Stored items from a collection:
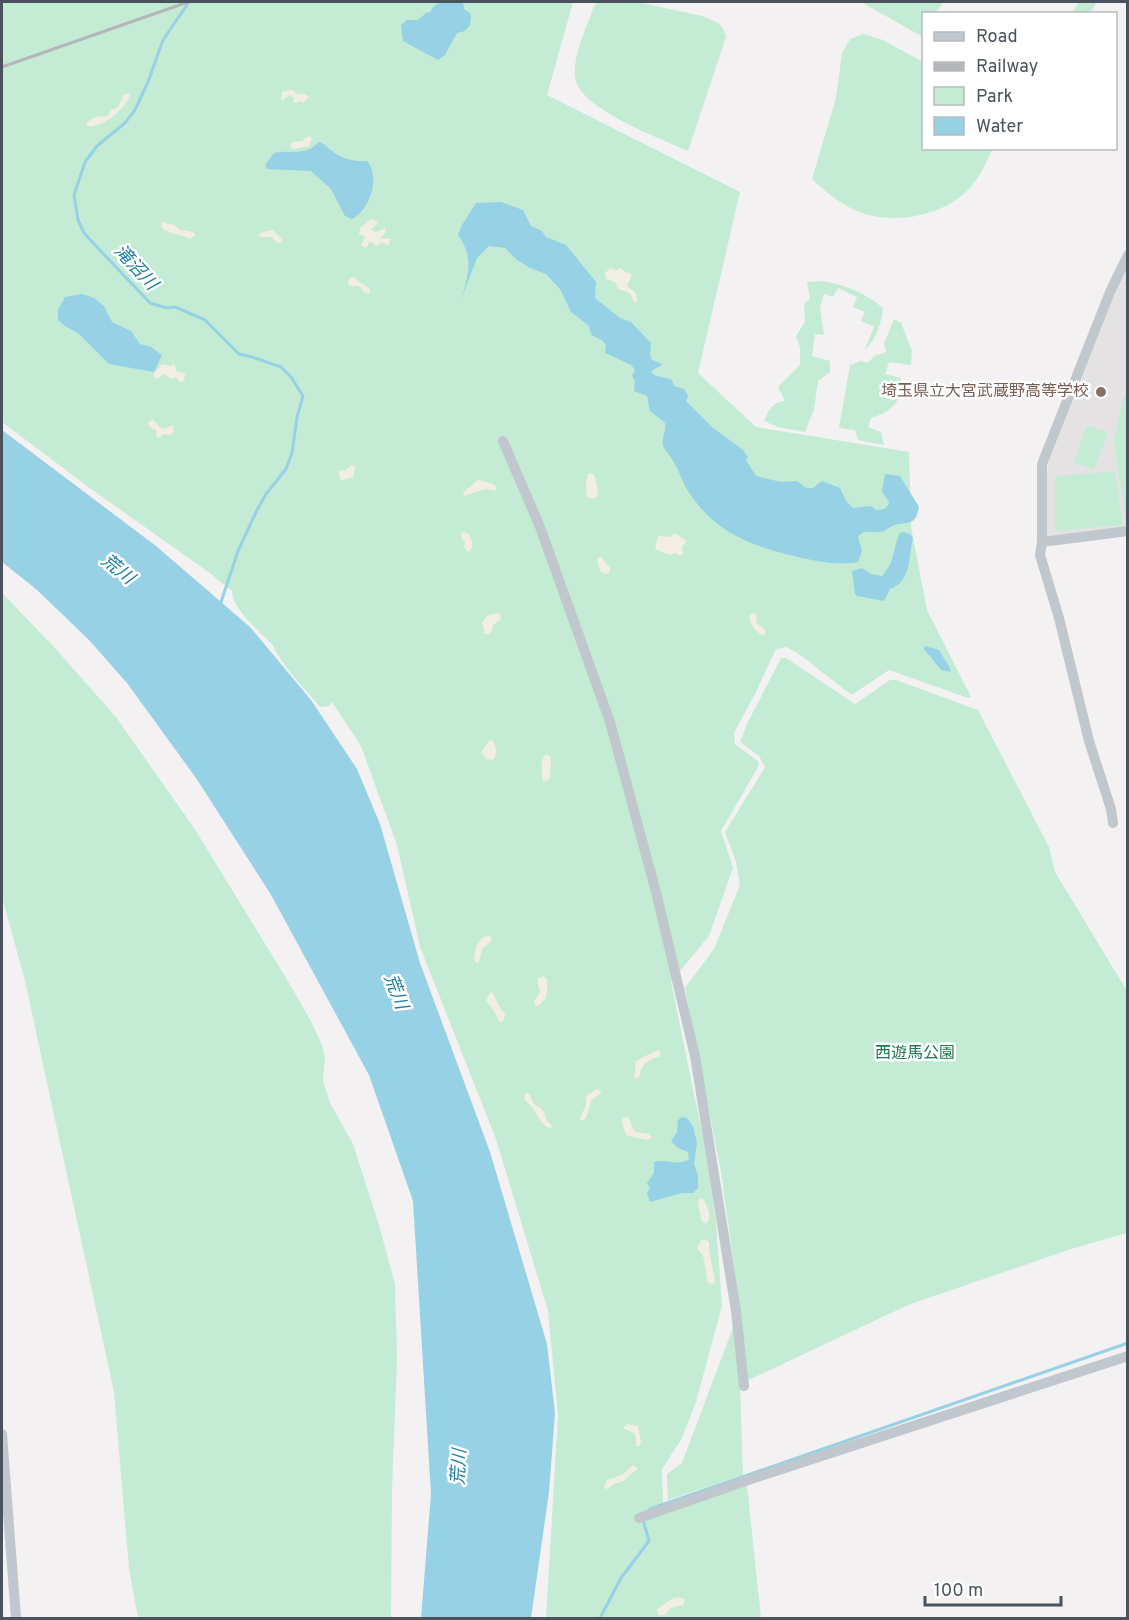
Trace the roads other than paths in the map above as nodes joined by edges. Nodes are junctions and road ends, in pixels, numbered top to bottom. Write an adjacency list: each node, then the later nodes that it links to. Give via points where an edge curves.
1 (1128, 255): 4 (street, via 1042,464)
2 (503, 441): 7 (street, via 540,527 610,722 656,892 697,1067 736,1311)
3 (1128, 531): 4 (street)
4 (1042, 542): 5 (street, via 1043,569)
5 (1113, 823)
6 (1128, 1356): 10 (street)
7 (744, 1386)
8 (2, 1434): 9 (street)
9 (4, 1480): 11 (street)
10 (639, 1518)
11 (16, 1618)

Exercise details:
Output each record above word for word, leaving out images.

Response to this exercise:
Trace the roads other than paths in the map above as nodes joined by edges. Nodes are junctions and road ends, in pixels, numbered top to bottom. Write an adjacency list: each node, then the later nodes that it links to. Give via points where an edge curves.
1 (1128, 255): 4 (street, via 1042,464)
2 (503, 441): 7 (street, via 540,527 610,722 656,892 697,1067 736,1311)
3 (1128, 531): 4 (street)
4 (1042, 542): 5 (street, via 1043,569)
5 (1113, 823)
6 (1128, 1356): 10 (street)
7 (744, 1386)
8 (2, 1434): 9 (street)
9 (4, 1480): 11 (street)
10 (639, 1518)
11 (16, 1618)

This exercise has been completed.